Di pihak Thailand, militer melaporkan lima prajurit mereka tewas pada Jumat lalu. Dengan demikian, total korban tewas menjadi 20 orang yang terdiri atas 14 warga sipil dan 6 personel militer.
Bentrokan kedua negara kemarin terjadi sekitar pukul 05.00 waktu setempat. Kamboja menuduh pasukan Thailand menembakkan lima peluru artileri berat ke wilayah Provinsi Pursat, Kamboja, yang berbatasan dengan Provinsi Trat, Thailand.
Menuju Pengungsian
Pertempuran yang pecah sejak Kamis (24/7) itu telah memaksa evakuasi besar-besaran. Lebih dari 138 ribu warga di wilayah perbatasan Thailand mengungsi. Selain itu, sekitar 35 ribu warga Kamboja juga meninggalkan rumah mereka.
Ketegangan tersebut mendorong Dewan Keamanan PBB mengadakan pertemuan darurat Jumat lalu. Duta Besar Kamboja untuk PBB Chhea Keo menegaskan perlunya gencatan senjata. ’’Kamboja meminta gencatan senjata segera. Tanpa syarat. Kami juga menyerukan solusi damai,’’ ujarnya seusai pertemuan tertutup di New York.
Thailand juga menyatakan siap menyelesaikan krisis melalui jalur diplomatik. ’’Namun, sejauh ini kami belum menerima tanggapan apa pun,’’ ujar Juru Bicara Kementerian Luar Negeri Thailand Nikorndej Balankura.
Pertempuran itu merupakan eskalasi ketegangan yang cukup dramatis dalam sengketa perbatasan sepanjang 800 kilometer. Putusan Mahkamah Internasional pada 2013 sempat meredakan konflik. Namun, pertempuran kembali pecah pada Mei lalu setelah seorang tentara Kamboja tewas dalam sebuah bentrokan.
Pastikan WNI Aman
Sementara itu, pemerintah memastikan tidak ada Warga Negara Indonesia (WNI) terdampak konflik antara Kamboja dengan Thailand. Sejauh ini WNI yang berada di Kamboja maupun Thailand dipastikan dalam keadaan aman.
”Sejauh ini aman, tidak ada masalah. Karena deputi kami tetap monitor. Kami punya deputi politik luar negeri yang terus monitor,” ungkap Wakil Menko Polkam, Lodewijk Freidrich Paulus. Dia menyampaikan bahwa lokasi konflik antara Kamboja dengan Thailand berada di daerah perbatasan yang jauh dari perkotaan.

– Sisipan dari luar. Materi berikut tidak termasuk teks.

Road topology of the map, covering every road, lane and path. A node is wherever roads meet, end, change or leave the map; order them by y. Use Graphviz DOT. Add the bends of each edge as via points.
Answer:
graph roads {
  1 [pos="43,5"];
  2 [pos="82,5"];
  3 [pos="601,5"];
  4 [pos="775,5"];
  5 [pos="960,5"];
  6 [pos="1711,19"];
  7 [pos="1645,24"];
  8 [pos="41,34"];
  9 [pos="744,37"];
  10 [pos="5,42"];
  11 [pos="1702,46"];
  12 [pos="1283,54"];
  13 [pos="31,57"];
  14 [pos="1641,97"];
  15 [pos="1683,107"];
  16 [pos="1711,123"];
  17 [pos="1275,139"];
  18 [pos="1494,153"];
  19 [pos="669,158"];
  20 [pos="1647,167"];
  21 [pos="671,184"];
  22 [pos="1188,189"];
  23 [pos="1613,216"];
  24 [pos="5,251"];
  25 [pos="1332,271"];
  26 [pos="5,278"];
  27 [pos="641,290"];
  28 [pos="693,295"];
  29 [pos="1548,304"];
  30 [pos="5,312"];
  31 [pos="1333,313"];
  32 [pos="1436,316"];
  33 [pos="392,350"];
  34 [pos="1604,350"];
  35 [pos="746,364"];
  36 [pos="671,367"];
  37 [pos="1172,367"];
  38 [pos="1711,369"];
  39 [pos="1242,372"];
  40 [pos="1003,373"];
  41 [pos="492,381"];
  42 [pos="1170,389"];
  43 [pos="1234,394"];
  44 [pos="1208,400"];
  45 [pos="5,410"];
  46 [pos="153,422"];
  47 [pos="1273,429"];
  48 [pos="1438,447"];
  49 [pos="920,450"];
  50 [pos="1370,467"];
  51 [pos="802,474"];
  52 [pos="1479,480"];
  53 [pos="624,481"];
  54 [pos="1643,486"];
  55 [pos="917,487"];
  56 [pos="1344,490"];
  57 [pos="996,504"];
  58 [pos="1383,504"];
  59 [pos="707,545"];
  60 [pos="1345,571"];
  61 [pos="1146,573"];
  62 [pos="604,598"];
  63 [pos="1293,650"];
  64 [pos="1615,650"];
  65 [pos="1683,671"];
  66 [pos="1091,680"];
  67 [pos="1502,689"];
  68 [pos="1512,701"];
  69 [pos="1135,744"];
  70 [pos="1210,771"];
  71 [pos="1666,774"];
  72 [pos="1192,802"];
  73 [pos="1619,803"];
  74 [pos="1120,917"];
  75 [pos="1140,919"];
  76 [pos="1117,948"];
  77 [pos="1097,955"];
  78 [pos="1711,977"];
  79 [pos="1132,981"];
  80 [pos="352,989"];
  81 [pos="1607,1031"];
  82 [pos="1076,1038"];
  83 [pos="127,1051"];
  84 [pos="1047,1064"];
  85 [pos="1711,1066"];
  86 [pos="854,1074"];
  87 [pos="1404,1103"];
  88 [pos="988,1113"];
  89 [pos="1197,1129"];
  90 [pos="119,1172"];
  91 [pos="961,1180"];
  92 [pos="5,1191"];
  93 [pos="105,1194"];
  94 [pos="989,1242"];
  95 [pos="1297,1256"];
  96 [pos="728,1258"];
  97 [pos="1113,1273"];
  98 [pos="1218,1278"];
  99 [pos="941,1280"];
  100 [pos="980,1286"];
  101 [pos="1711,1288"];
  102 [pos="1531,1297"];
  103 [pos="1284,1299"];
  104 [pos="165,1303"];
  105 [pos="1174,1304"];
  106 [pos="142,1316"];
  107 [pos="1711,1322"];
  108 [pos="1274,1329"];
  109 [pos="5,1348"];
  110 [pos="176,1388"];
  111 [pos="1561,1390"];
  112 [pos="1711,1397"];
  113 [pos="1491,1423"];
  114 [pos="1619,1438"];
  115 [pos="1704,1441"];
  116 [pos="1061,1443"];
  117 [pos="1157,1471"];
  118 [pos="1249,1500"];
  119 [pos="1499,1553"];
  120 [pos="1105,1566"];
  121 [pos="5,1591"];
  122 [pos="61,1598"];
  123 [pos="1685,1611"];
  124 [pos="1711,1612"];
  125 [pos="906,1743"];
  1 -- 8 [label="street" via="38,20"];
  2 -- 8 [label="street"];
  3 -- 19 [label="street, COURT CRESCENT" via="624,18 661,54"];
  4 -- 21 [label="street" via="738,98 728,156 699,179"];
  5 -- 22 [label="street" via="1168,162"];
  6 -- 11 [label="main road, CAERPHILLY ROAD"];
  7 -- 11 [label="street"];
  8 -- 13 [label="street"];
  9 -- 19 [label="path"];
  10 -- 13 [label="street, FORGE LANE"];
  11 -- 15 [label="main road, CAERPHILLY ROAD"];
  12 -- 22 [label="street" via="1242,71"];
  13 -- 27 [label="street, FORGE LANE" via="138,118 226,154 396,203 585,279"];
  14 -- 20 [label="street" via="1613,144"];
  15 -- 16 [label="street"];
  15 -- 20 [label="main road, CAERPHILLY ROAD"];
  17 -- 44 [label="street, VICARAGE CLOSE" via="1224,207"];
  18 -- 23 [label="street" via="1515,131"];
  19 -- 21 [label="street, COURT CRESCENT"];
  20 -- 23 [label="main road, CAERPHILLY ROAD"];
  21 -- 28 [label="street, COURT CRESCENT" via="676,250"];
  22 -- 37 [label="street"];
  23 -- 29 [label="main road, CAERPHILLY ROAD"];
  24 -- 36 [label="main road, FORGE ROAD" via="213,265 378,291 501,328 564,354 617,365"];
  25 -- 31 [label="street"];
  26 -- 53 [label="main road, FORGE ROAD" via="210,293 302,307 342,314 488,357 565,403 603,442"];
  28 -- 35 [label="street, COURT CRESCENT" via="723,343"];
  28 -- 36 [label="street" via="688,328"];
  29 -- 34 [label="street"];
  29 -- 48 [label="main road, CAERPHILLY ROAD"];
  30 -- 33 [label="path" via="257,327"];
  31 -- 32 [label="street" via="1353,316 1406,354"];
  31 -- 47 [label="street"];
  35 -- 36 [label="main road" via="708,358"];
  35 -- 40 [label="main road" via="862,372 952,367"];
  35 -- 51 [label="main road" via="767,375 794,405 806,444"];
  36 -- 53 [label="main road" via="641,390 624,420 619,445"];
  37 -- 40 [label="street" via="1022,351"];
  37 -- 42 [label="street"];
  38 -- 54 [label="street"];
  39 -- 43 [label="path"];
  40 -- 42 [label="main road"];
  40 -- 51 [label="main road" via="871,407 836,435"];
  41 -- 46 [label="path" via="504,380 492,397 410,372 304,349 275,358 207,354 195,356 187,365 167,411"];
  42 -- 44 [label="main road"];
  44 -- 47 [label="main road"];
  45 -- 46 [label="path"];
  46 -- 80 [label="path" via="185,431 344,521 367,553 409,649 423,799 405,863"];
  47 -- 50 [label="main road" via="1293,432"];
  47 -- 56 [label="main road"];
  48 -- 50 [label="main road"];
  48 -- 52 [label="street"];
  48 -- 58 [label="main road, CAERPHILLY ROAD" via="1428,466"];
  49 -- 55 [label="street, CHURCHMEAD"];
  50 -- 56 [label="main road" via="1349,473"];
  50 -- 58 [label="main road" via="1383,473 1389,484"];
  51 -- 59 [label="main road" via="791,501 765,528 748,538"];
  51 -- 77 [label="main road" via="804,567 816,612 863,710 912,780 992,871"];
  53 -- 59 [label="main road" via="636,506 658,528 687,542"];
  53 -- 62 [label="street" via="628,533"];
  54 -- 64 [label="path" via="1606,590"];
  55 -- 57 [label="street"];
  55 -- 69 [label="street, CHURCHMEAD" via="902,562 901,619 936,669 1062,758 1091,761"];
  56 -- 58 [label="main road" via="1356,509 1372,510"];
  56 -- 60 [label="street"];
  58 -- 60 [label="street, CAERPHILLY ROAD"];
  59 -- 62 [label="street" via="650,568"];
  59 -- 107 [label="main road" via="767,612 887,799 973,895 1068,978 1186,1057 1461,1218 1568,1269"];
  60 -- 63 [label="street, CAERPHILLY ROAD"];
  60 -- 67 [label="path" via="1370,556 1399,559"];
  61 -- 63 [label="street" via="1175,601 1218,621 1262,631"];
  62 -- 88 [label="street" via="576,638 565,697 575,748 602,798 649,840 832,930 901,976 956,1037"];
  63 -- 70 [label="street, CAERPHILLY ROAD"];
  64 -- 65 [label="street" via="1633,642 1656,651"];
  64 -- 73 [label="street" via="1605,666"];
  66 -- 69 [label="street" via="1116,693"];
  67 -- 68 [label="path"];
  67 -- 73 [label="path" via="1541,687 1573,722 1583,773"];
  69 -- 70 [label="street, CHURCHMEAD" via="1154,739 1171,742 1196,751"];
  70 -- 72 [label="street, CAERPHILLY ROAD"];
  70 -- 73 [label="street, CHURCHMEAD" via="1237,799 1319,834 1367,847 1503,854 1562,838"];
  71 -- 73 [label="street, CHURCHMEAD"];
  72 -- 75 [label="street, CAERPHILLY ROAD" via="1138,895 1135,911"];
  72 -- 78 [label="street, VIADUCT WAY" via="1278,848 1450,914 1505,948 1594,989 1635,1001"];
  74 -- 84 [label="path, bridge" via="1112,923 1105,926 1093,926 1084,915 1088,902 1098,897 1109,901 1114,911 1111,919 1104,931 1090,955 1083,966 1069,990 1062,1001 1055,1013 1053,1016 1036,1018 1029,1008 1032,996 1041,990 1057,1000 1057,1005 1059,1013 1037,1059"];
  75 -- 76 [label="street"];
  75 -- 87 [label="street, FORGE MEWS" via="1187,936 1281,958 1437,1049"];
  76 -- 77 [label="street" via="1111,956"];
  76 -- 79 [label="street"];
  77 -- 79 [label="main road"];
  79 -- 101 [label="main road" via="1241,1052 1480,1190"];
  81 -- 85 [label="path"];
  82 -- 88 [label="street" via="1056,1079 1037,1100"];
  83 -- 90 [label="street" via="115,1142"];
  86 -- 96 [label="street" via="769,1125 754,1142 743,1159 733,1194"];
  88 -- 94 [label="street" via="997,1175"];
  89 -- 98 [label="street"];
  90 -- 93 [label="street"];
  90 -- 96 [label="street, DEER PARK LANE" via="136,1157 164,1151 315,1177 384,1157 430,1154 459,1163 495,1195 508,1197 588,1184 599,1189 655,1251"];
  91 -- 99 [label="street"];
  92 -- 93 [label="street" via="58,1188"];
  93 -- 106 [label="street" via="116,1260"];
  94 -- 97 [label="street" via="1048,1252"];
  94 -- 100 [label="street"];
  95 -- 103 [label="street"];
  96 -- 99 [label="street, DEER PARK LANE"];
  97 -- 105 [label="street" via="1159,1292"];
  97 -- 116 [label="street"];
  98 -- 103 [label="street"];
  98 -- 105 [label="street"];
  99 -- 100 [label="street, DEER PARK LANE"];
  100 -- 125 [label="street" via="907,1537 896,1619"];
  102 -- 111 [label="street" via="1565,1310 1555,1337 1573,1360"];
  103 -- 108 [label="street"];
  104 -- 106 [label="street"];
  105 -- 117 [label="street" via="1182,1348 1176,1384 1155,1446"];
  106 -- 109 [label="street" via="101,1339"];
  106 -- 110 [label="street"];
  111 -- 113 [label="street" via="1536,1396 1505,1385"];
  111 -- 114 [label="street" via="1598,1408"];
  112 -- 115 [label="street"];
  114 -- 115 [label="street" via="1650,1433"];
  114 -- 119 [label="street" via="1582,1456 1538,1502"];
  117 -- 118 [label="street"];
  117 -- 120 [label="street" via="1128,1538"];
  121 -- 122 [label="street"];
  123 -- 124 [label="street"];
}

Lodewijk menyampaikan bahwa Indonesia menyesalkan terjadinya konflik antara Kamboja dengan Thailand mengingat kedua negara tersebut merupakan bagian dari ASEAN. Dia menyebut, konflik terjadi karena persoalan lama. Indonesia berharap persoalan itu bisa selesai.
”Kita juga sangat menyesalkan itu, ya. Karena memang ini semuanya permasalahan lama mereka, antara Thailand dengan Kamboja. Dan ini mudah-mudahan dapat diselesaikan,” ujarnya.
Sebagai sesama negara yang berada di kawasan ASEAN, Lodewijk menyampaikan bahwa Indonesia akan mengambil langkah-langkah diplomasi untuk membantu menyelesaikan persoalan di antara kedua negara. Menurut dia, negara-negara ASEAN harus mampu menjaga stabilitas kawasan.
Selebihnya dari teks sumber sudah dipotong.